While this features a yin-yang character duo that would otherwise be reductive, the supernatural implications of Nadia’s and Alan’s relationship give the pairing a narrative pass on archetypal night and day personalities. But their character matchup also lends itself to another of the show’s many messages, which is that self-reflection is most effective when someone else is holding up the mirror.

“Angels are all around us,” Shifra (Tami Sagher), a Rabbi’s assistant, translates a prayer she offered Nadia.  

Accepting and providing help for others is a crucial element to Russian Dolls success as both dark but uplifting. Nadia learns that lesson when she spends a night in a homeless shelter, safeguarding a man named Horse’s (Brendan Sexton III) shoes so that he won’t leave and freeze to death as well as when she continuously calls the gas company to fix a leak for her therapist and childhood guardian Ruth Brenner (Elizabeth Ashley) to make sure she stays alive.

Not for the nihilist, the characters realize they need each other in order to break their Sisyphus ways, the Greek mythology about the king of Corinth who had to roll a heavy stone up a hill for eternity. By extension, viewers can also venture to the edge of the abyss with them, recognize their root problems and still find the purpose and meaning in life.

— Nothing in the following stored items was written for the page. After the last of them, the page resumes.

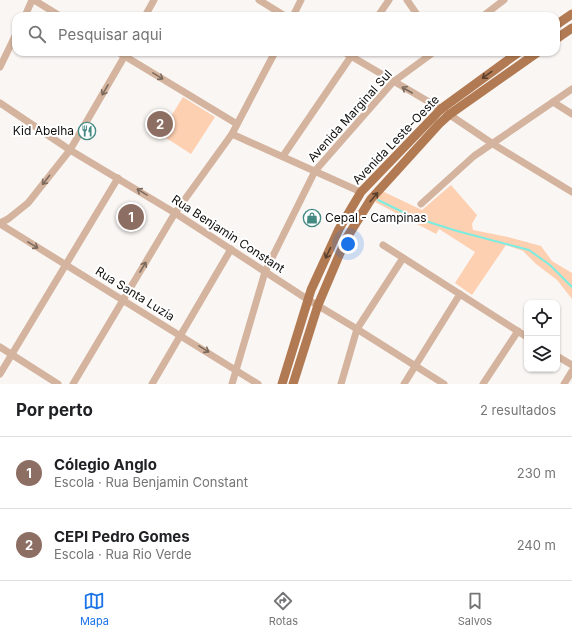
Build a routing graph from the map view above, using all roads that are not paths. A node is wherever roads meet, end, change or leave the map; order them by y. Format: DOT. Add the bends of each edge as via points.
graph roads {
  1 [pos="33,0"];
  2 [pos="154,0"];
  3 [pos="259,0"];
  4 [pos="301,0"];
  5 [pos="389,0"];
  6 [pos="407,0"];
  7 [pos="504,0"];
  8 [pos="26,12"];
  9 [pos="53,12"];
  10 [pos="147,12"];
  11 [pos="278,12"];
  12 [pos="296,12"];
  13 [pos="381,12"];
  14 [pos="415,12"];
  15 [pos="488,12"];
  16 [pos="572,14"];
  17 [pos="560,23"];
  18 [pos="572,28"];
  19 [pos="560,36"];
  20 [pos="12,42"];
  21 [pos="125,56"];
  22 [pos="129,56"];
  23 [pos="273,56"];
  24 [pos="351,56"];
  25 [pos="355,56"];
  26 [pos="429,56"];
  27 [pos="514,56"];
  28 [pos="532,56"];
  29 [pos="0,67"];
  30 [pos="393,82"];
  31 [pos="572,89"];
  32 [pos="553,102"];
  33 [pos="0,103"];
  34 [pos="441,109"];
  35 [pos="450,114"];
  36 [pos="572,114"];
  37 [pos="237,124"];
  38 [pos="232,134"];
  39 [pos="493,144"];
  40 [pos="70,150"];
  41 [pos="283,156"];
  42 [pos="315,171"];
  43 [pos="118,178"];
  44 [pos="361,192"];
  45 [pos="572,192"];
  46 [pos="421,204"];
  47 [pos="175,213"];
  48 [pos="0,224"];
  49 [pos="383,245"];
  50 [pos="231,249"];
  51 [pos="403,258"];
  52 [pos="66,265"];
  53 [pos="265,272"];
  54 [pos="460,294"];
  55 [pos="307,299"];
  56 [pos="123,300"];
  57 [pos="318,305"];
  58 [pos="357,329"];
  59 [pos="518,331"];
  60 [pos="180,335"];
  61 [pos="526,336"];
  62 [pos="0,348"];
  63 [pos="12,355"];
  64 [pos="560,358"];
  65 [pos="572,365"];
  66 [pos="416,366"];
  67 [pos="236,370"];
  68 [pos="572,371"];
  69 [pos="0,374"];
  70 [pos="58,384"];
  71 [pos="73,384"];
  72 [pos="152,384"];
  73 [pos="232,384"];
  74 [pos="258,384"];
  75 [pos="282,384"];
  76 [pos="293,384"];
  77 [pos="341,384"];
  78 [pos="404,384"];
  79 [pos="444,384"];
  80 [pos="483,384"];
  81 [pos="564,384"];
  1 -- 8 [label="street"];
  1 -- 9 [label="street"];
  2 -- 10 [label="street"];
  3 -- 11 [label="street"];
  4 -- 12 [label="street"];
  5 -- 13 [label="street"];
  6 -- 14 [label="street"];
  7 -- 15 [label="street"];
  16 -- 17 [label="main road"];
  18 -- 19 [label="main road"];
  20 -- 29 [label="street"];
  21 -- 40 [label="street, one-way"];
  22 -- 37 [label="street, one-way"];
  23 -- 37 [label="street"];
  24 -- 41 [label="street"];
  25 -- 30 [label="street"];
  26 -- 30 [label="street, Avenida Marginal Sul"];
  27 -- 34 [label="main road, Avenida Leste-Oeste, one-way"];
  28 -- 35 [label="main road, Avenida Leste-Oeste"];
  34 -- 30 [label="street, one-way"];
  30 -- 42 [label="street, Avenida Marginal Sul"];
  31 -- 32 [label="street"];
  32 -- 36 [label="street"];
  32 -- 39 [label="street"];
  33 -- 40 [label="street, Rua Benjamin Constant" via="49,132"];
  34 -- 35 [label="street"];
  34 -- 44 [label="main road, Avenida Leste-Oeste"];
  35 -- 39 [label="street"];
  57 -- 35 [label="main road, Avenida Leste-Oeste, one-way" via="346,239 371,199"];
  37 -- 38 [label="street"];
  38 -- 41 [label="street"];
  38 -- 47 [label="street"];
  39 -- 45 [label="street"];
  39 -- 46 [label="street" via="474,156"];
  40 -- 43 [label="street, Rua Benjamin Constant"];
  40 -- 48 [label="street, one-way" via="28,203"];
  41 -- 42 [label="street"];
  42 -- 44 [label="street"];
  42 -- 53 [label="street, Avenida Marginal Sul"];
  47 -- 43 [label="street, Rua Benjamin Constant, one-way"];
  43 -- 52 [label="street"];
  44 -- 55 [label="main road, Avenida Leste-Oeste, one-way" via="340,229"];
  47 -- 50 [label="street, Rua Benjamin Constant"];
  56 -- 47 [label="street, one-way"];
  48 -- 52 [label="street, Rua Santa Luzia, one-way"];
  49 -- 51 [label="street"];
  50 -- 53 [label="street, Rua Benjamin Constant"];
  50 -- 60 [label="street"];
  51 -- 54 [label="street"];
  51 -- 58 [label="street"];
  52 -- 56 [label="street, Rua Santa Luzia"];
  52 -- 63 [label="street"];
  53 -- 55 [label="street, Rua Benjamin Constant"];
  53 -- 67 [label="street, Avenida Marginal Sul"];
  54 -- 59 [label="street"];
  54 -- 66 [label="street"];
  55 -- 57 [label="street, Rua Benjamin Constant"];
  55 -- 75 [label="main road, Avenida Leste-Oeste"];
  56 -- 60 [label="street, Rua Santa Luzia"];
  56 -- 71 [label="street"];
  57 -- 58 [label="street, Rua Benjamin Constant"];
  57 -- 76 [label="main road, Avenida Leste-Oeste"];
  58 -- 66 [label="street, Rua Benjamin Constant"];
  58 -- 77 [label="street"];
  59 -- 61 [label="street"];
  59 -- 80 [label="street"];
  60 -- 67 [label="street, Rua Santa Luzia, one-way"];
  60 -- 72 [label="street"];
  62 -- 63 [label="street"];
  63 -- 69 [label="street"];
  63 -- 70 [label="street"];
  64 -- 65 [label="street"];
  66 -- 78 [label="street"];
  66 -- 79 [label="street, Rua Benjamin Constant"];
  67 -- 73 [label="street, Avenida Marginal Sul"];
  67 -- 74 [label="street, Rua Santa Luzia"];
  68 -- 81 [label="street"];
}
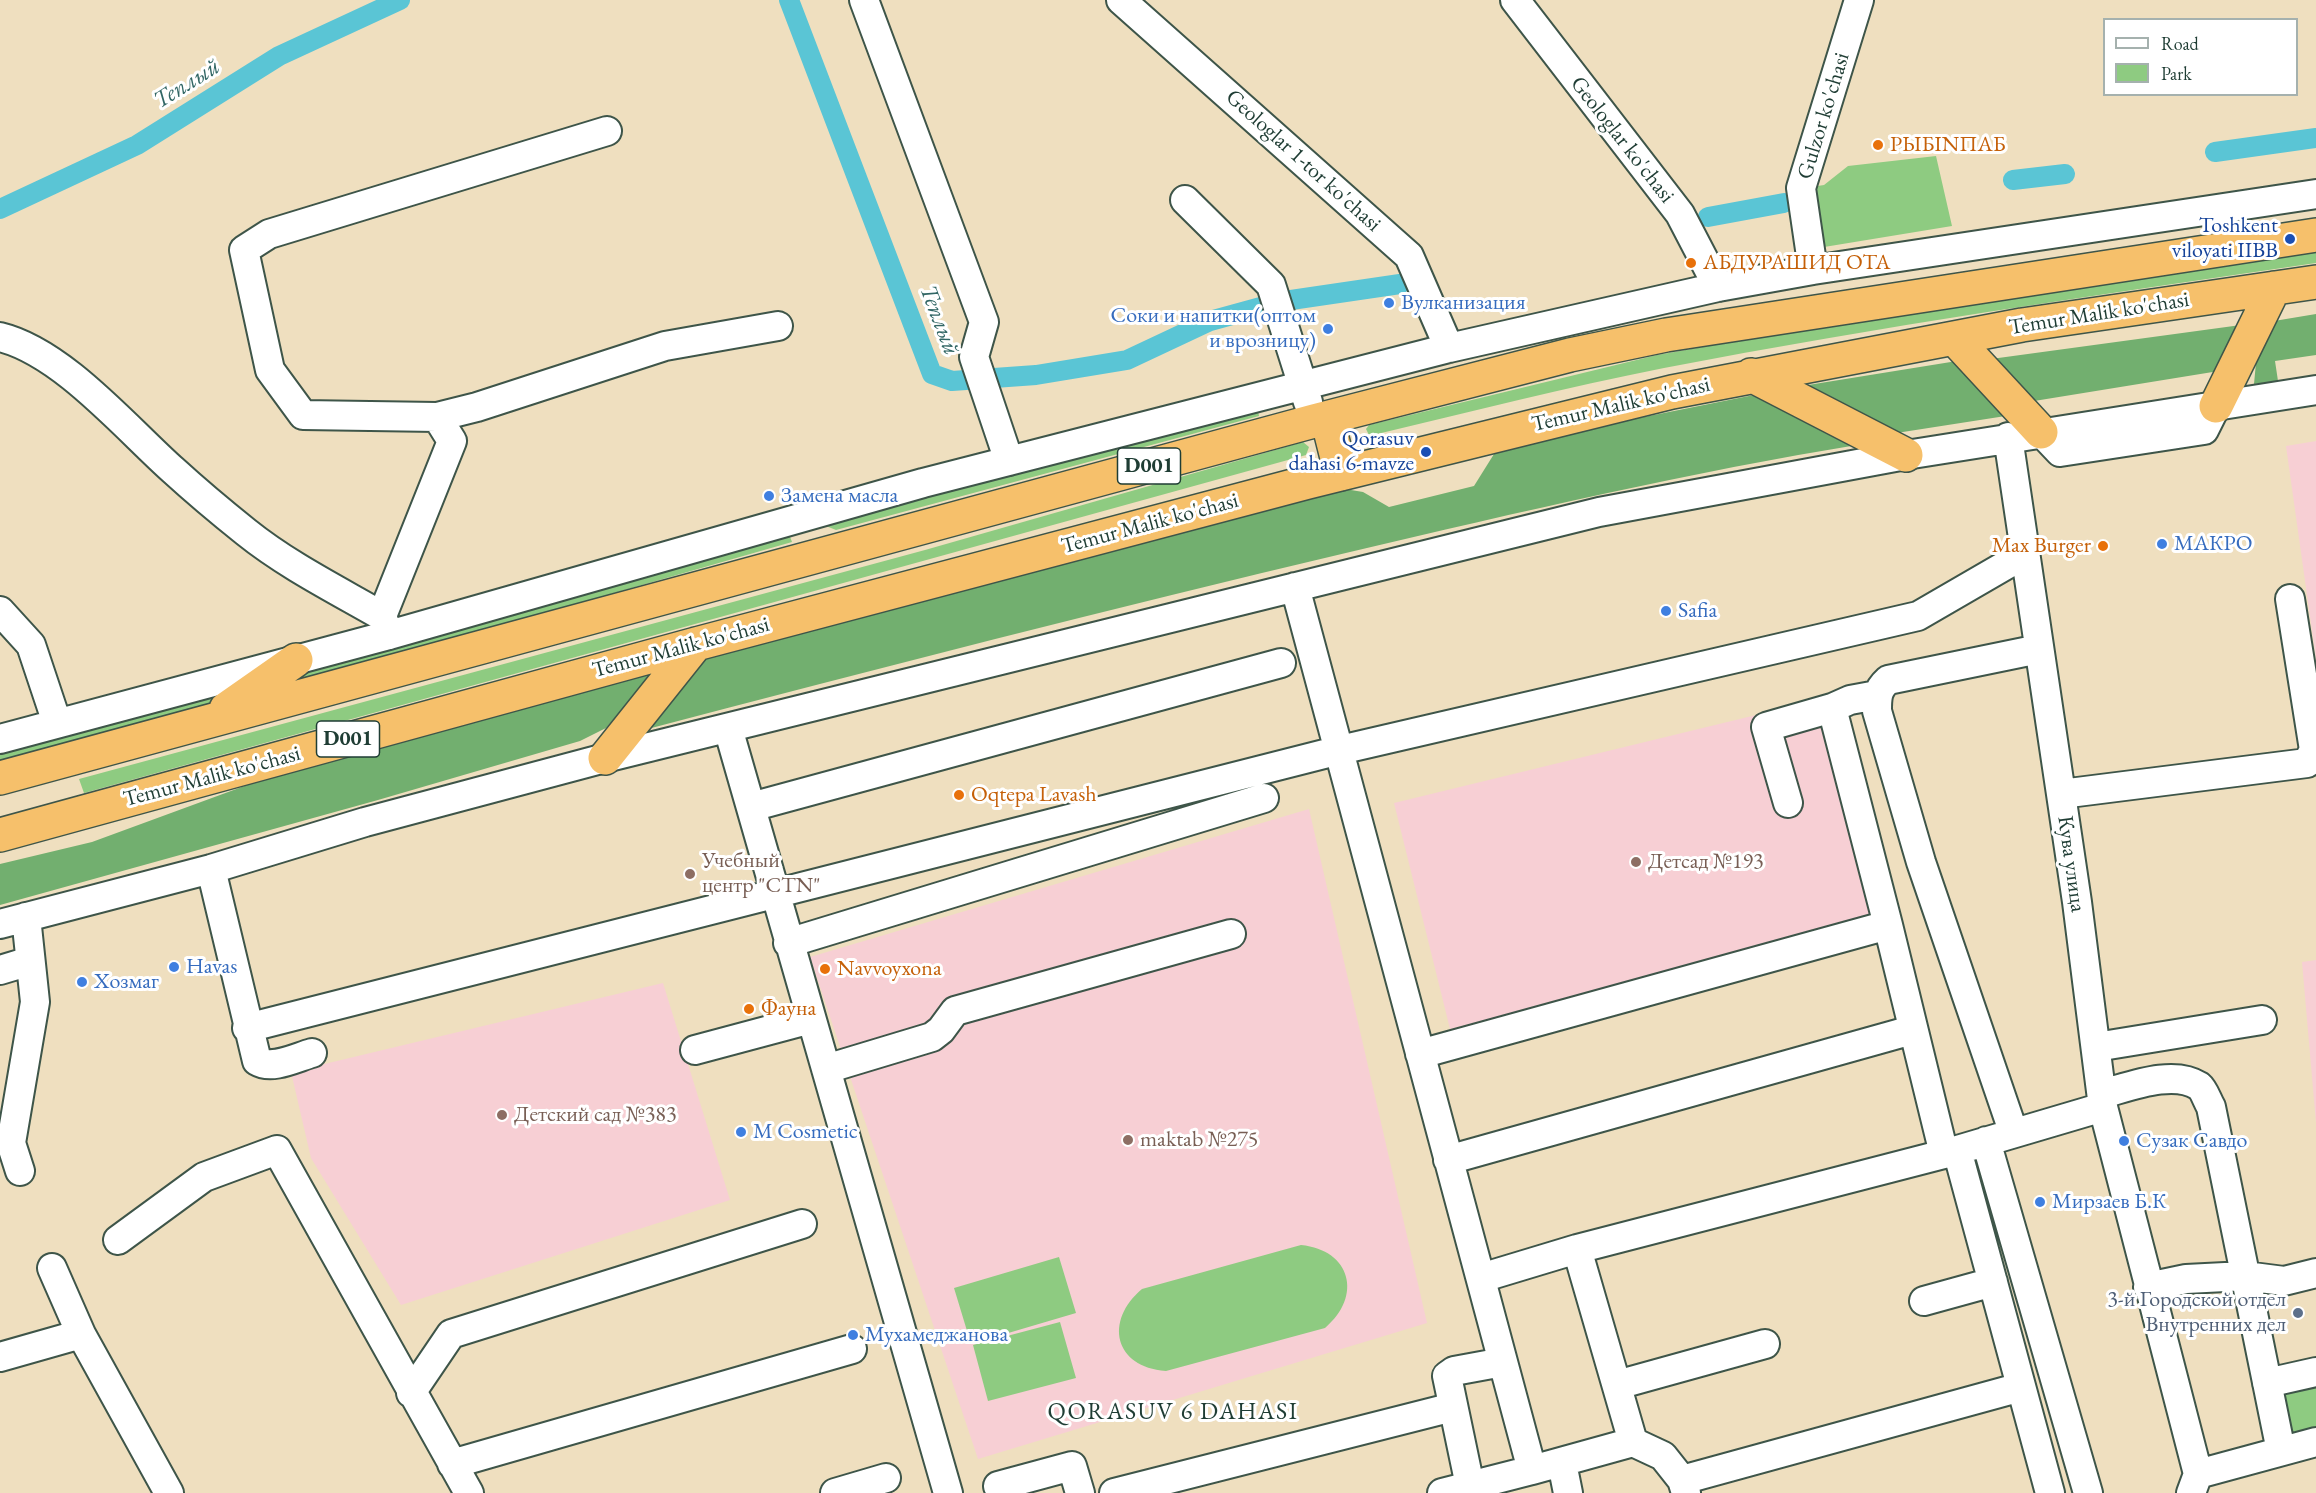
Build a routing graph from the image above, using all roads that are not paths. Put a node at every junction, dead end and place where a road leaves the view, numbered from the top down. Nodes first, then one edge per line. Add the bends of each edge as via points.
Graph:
1 (864, 0) edge
2 (1121, 0) edge
3 (1515, 0) edge
4 (1859, 0) edge
5 (607, 131) dead end
6 (2316, 195) edge
7 (1185, 200) dead end
8 (2316, 235) edge
9 (1813, 270) junction
10 (2316, 282) edge
11 (1718, 287) junction
12 (2274, 288) junction
13 (778, 326) dead end
14 (0, 338) edge
15 (1954, 338) junction
16 (1449, 348) junction
17 (1751, 375) junction
18 (1303, 385) junction
19 (2316, 390) edge
20 (2216, 406) junction
21 (437, 417) junction
22 (1321, 419) junction
23 (2041, 432) junction
24 (2008, 437) junction
25 (1906, 455) junction
26 (1009, 461) junction
27 (1341, 474) junction
28 (2025, 554) junction
29 (1295, 587) junction
30 (2290, 599) dead end
31 (0, 611) edge
32 (386, 626) junction
33 (696, 644) junction
34 (2039, 649) junction
35 (296, 660) junction
36 (1281, 663) dead end
37 (1876, 695) junction
38 (1832, 708) junction
39 (57, 723) junction
40 (206, 723) junction
41 (728, 728) junction
42 (0, 739) edge
43 (1340, 750) junction
44 (605, 758) junction
45 (0, 778) edge
46 (2061, 794) junction
47 (1264, 798) dead end
48 (1788, 803) dead end
49 (751, 807) junction
50 (0, 835) edge
51 (211, 869) junction
52 (774, 893) junction
53 (13, 920) edge
54 (1888, 925) junction
55 (1231, 934) dead end
56 (789, 943) junction
57 (30, 961) junction
58 (0, 970) edge
59 (811, 1019) junction
60 (2262, 1020) dead end
61 (247, 1028) junction
62 (1912, 1030) junction
63 (2096, 1047) junction
64 (695, 1050) dead end
65 (312, 1053) dead end
66 (1420, 1054) junction
67 (826, 1069) junction
68 (2103, 1100) junction
69 (7, 1130) edge
70 (2013, 1131) junction
71 (1986, 1141) junction
72 (1950, 1152) junction
73 (1448, 1160) junction
74 (20, 1171) dead end
75 (802, 1224) dead end
76 (118, 1240) dead end
77 (1577, 1249) junction
78 (52, 1268) dead end
79 (2316, 1273) edge
80 (2245, 1276) junction
81 (1481, 1278) junction
82 (1993, 1282) junction
83 (2148, 1287) junction
84 (1924, 1301) dead end
85 (81, 1334) junction
86 (1765, 1344) dead end
87 (852, 1349) dead end
88 (0, 1357) edge
89 (1503, 1362) junction
90 (2316, 1372) edge
91 (2267, 1383) junction
92 (1617, 1385) junction
93 (2022, 1387) junction
94 (411, 1393) junction
95 (1453, 1407) junction
96 (1633, 1442) junction
97 (2316, 1442) edge
98 (2281, 1451) junction
99 (1562, 1463) junction
100 (452, 1464) junction
101 (1532, 1470) junction
102 (886, 1478) dead end
103 (2194, 1483) edge
104 (998, 1486) dead end
105 (1486, 1486) edge
106 (1684, 1486) edge
107 (1145, 1489) edge
108 (169, 1493) edge
109 (469, 1493) edge
110 (835, 1493) edge
111 (948, 1493) edge
112 (1080, 1493) edge
113 (1114, 1493) edge
114 (1442, 1493) edge
115 (1568, 1493) edge
116 (2050, 1493) edge
117 (2088, 1493) edge

1 - 26 street via 984,322 974,357
2 - 16 street, Geologlar 1-tor ko'chasi via 1404,250
3 - 11 street, Geologlar ko'chasi via 1680,214
4 - 9 street, Gulzor ko'chasi via 1802,188
5 - 21 street via 269,234 244,250 270,370 303,415
6 - 9 street
7 - 18 street via 1271,285
8 - 22 highway, Temur Malik ko'chasi / D001 via 1666,335
9 - 11 street
10 - 12 highway, Temur Malik ko'chasi / D001
11 - 16 street
12 - 15 highway, Temur Malik ko'chasi / D001
12 - 20 highway
13 - 21 street via 664,346
14 - 32 street via 16,341 42,355 248,534
15 - 17 highway, Temur Malik ko'chasi / D001
15 - 23 highway
16 - 18 street
17 - 25 highway
17 - 27 highway, Temur Malik ko'chasi / D001
18 - 22 street
18 - 26 street
19 - 20 street
20 - 23 street
21 - 32 street via 452,441
22 - 27 highway
22 - 40 highway, Temur Malik ko'chasi / D001
23 - 24 street
24 - 25 street
24 - 28 street, Кува улица
25 - 29 street via 1599,512
26 - 32 street
27 - 33 highway, Temur Malik ko'chasi / D001
28 - 34 street, Кува улица
28 - 43 street via 1918,616
29 - 41 street
29 - 43 street
30 - 46 street via 2314,750 2307,763
31 - 39 street via 31,645
32 - 35 street
33 - 44 highway
33 - 50 highway, Temur Malik ko'chasi / D001
34 - 37 street via 1888,680
34 - 46 street, Кува улица
35 - 39 street
35 - 40 highway
36 - 49 street
37 - 38 street
37 - 70 street via 1877,711 1921,862
38 - 48 street via 1766,727
38 - 54 street
39 - 42 street
40 - 45 highway, Temur Malik ko'chasi / D001
41 - 44 street
41 - 49 street
43 - 52 street
43 - 66 street
44 - 51 street via 365,822
46 - 63 street, Кува улица
47 - 56 street
49 - 52 street
51 - 53 street
51 - 61 street
52 - 56 street
52 - 61 street
53 - 57 street
54 - 62 street
54 - 66 street
55 - 67 street via 955,1011 932,1037
56 - 59 street
57 - 58 street
57 - 69 street via 35,1002
59 - 64 street
59 - 67 street
60 - 63 street
61 - 65 street via 257,1060 264,1065
62 - 72 street
62 - 73 street
63 - 68 street, Кува улица
66 - 73 street
67 - 111 street
68 - 70 street
68 - 80 street via 2153,1082 2184,1079 2201,1088 2211,1107
68 - 83 street, Кува улица
69 - 74 street
70 - 71 street
71 - 72 street
71 - 117 street
72 - 77 street
72 - 82 street
73 - 81 street
75 - 94 street via 451,1334
76 - 94 street via 204,1177 277,1150
77 - 81 street
77 - 92 street
78 - 85 street
79 - 80 street via 2284,1281
80 - 83 street via 2186,1279
80 - 91 street
81 - 89 street
82 - 84 street
82 - 93 street
83 - 103 street, Кува улица
85 - 88 street
85 - 108 street
86 - 92 street
87 - 100 street
89 - 95 street via 1454,1371 1447,1376
89 - 101 street
90 - 91 street
91 - 98 street
92 - 96 street
93 - 106 street
93 - 116 street
94 - 100 street
95 - 105 street
95 - 107 street
96 - 99 street
96 - 106 street via 1663,1456
97 - 98 street
98 - 103 street
99 - 101 street
99 - 115 street
100 - 109 street
101 - 105 street
102 - 110 street
104 - 112 street via 1072,1466
105 - 114 street
107 - 113 street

Questions circulate around whether the buzzworthy show will bring about a second season. Given the amount of publicity it has generated and its perfect Rotten Tomatoes score, more episodes seem likely.But I hope that Russian Doll will not be up for renewal as to preserve what it was able to achieve. It is a television show that can be binged in mere days, two in my experience, but needs to be rewatched to be fully appreciated, particularly for its foreshadows and callbacks of motifs.

Some have argued that the show leaves viewers unsatisfied, I contend that Russian Doll trusts its audience, gifting them with a Twilight Zone ending that keeps the door open for endless lives that Nadia and Alan can lead.